EXERCISE INSTRUCTIONS: Report every line of the records below that includes the string "ends".

[Dataset entries]
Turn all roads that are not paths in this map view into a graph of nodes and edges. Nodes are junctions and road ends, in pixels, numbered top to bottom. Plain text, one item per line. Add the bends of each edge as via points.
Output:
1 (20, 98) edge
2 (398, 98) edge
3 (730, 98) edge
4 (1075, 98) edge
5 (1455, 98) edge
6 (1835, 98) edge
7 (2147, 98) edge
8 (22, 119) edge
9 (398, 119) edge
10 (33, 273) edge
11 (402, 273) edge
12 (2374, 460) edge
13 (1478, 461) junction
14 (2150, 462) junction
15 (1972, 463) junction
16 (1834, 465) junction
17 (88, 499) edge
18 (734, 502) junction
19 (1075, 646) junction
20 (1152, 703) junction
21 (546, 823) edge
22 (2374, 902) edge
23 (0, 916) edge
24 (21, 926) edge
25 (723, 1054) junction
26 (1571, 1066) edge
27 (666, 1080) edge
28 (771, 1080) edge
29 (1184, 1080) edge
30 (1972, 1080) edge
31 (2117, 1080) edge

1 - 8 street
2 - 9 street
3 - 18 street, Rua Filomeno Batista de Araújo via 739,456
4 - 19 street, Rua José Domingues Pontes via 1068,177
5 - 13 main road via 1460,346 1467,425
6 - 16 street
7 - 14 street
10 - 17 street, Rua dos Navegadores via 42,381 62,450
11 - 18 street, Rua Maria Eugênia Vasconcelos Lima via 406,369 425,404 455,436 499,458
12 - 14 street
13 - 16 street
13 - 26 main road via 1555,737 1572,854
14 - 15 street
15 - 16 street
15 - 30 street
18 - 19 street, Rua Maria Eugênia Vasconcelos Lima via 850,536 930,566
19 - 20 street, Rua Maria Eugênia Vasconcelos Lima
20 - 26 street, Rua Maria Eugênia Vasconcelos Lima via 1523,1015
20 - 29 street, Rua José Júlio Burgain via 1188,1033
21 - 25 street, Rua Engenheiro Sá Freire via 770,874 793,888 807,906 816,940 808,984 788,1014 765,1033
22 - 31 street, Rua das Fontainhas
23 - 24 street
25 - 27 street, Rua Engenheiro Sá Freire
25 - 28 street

---

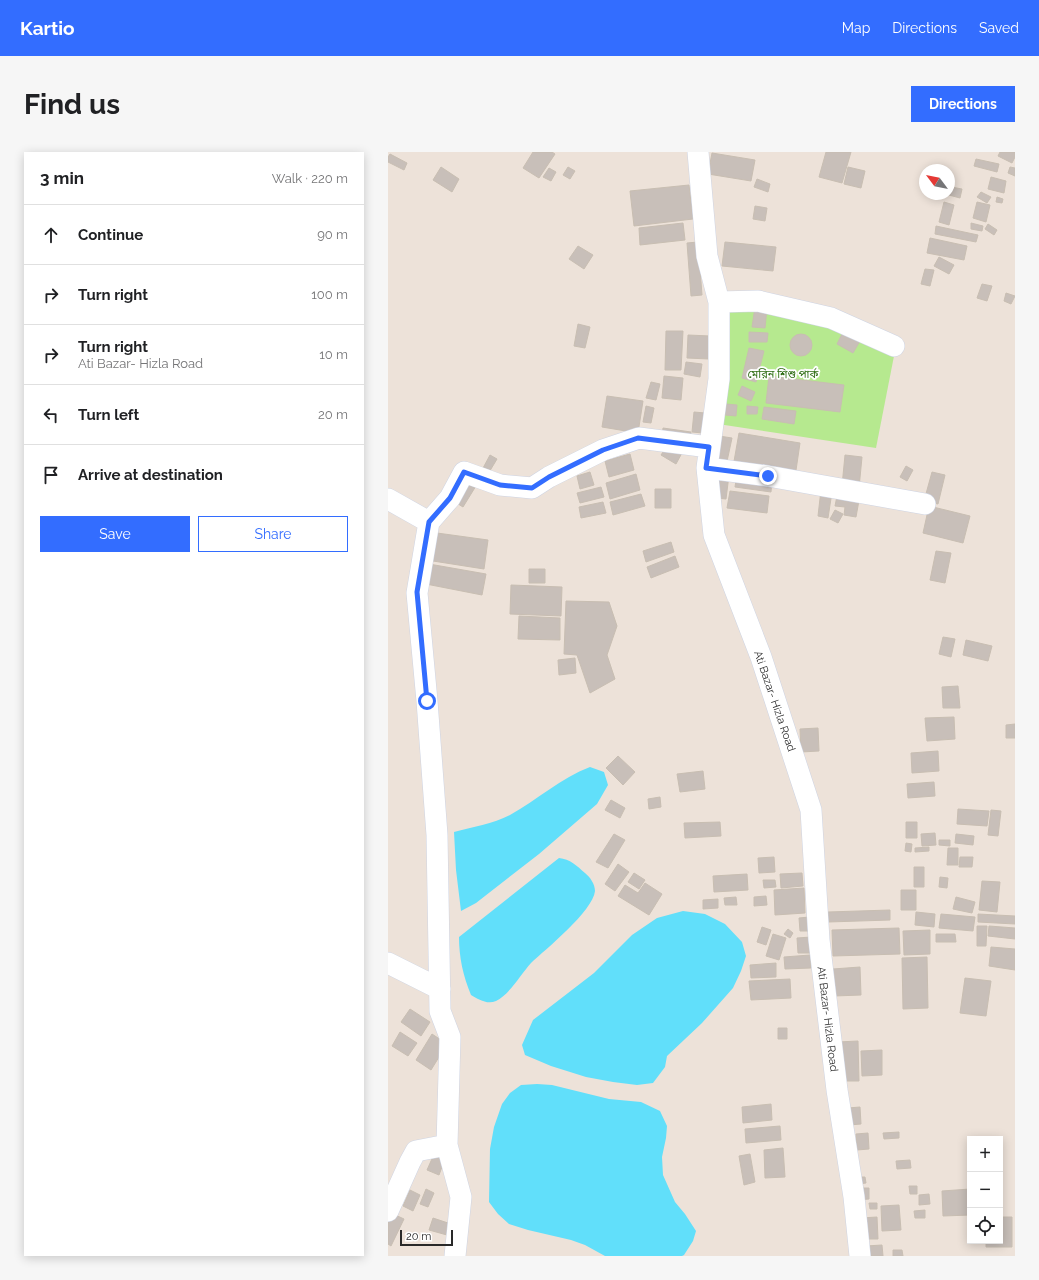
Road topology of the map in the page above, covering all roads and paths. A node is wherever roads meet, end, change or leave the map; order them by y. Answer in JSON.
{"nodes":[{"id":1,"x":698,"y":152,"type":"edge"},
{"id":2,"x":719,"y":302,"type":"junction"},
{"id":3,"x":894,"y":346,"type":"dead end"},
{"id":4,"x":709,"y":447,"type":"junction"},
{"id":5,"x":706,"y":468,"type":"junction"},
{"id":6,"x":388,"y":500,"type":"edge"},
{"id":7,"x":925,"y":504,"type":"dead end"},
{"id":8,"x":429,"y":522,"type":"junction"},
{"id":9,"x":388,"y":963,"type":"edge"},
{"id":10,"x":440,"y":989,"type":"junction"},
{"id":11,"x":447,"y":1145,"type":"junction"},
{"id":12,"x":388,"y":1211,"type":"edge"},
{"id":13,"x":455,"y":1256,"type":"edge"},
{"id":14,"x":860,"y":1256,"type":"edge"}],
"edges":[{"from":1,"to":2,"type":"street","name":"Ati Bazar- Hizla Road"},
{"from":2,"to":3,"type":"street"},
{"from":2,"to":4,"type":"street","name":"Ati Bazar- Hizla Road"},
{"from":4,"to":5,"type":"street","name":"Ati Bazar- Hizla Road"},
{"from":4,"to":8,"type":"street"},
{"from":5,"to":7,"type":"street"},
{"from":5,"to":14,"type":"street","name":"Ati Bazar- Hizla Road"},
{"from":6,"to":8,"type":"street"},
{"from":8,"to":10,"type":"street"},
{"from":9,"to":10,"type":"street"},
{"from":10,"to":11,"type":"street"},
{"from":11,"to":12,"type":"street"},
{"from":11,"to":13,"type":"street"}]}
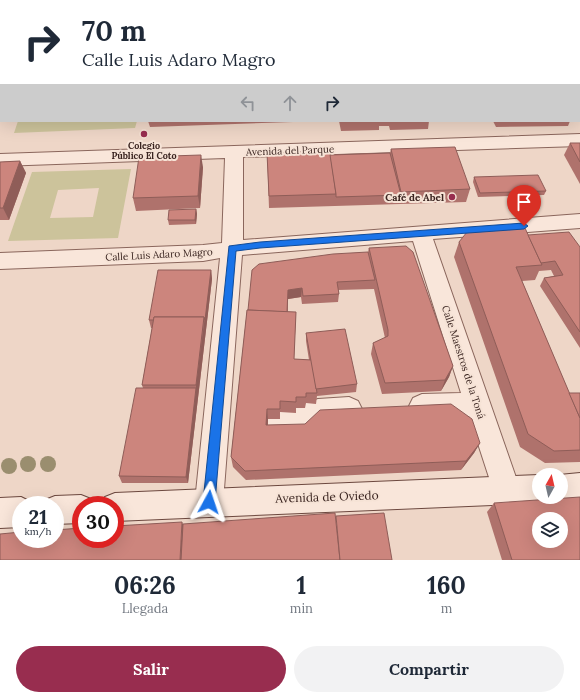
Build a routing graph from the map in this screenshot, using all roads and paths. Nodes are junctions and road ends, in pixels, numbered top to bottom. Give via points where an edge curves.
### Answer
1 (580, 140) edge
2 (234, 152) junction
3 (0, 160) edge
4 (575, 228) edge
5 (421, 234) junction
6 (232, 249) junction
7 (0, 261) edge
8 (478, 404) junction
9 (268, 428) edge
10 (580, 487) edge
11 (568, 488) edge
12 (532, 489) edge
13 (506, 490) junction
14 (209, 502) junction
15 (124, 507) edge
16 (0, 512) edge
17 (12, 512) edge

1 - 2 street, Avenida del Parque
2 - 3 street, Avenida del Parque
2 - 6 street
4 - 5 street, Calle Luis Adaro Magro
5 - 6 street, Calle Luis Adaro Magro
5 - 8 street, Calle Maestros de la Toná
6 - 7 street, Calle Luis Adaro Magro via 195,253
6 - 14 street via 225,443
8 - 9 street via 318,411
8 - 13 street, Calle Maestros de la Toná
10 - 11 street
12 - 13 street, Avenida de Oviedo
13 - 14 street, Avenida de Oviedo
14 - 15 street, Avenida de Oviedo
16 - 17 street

OUTPUT BELOW:
Turn all roads that are not paths in this map view into a graph of nodes and edges. Nodes are junctions and road ends, in pixels, numbered top to bottom. Plain text, one item per line. Add the bends of each edge as via points.
Build a routing graph from the map in this screenshot, using all roads and paths. Nodes are junctions and road ends, in pixels, numbered top to bottom. Give via points where an edge curves.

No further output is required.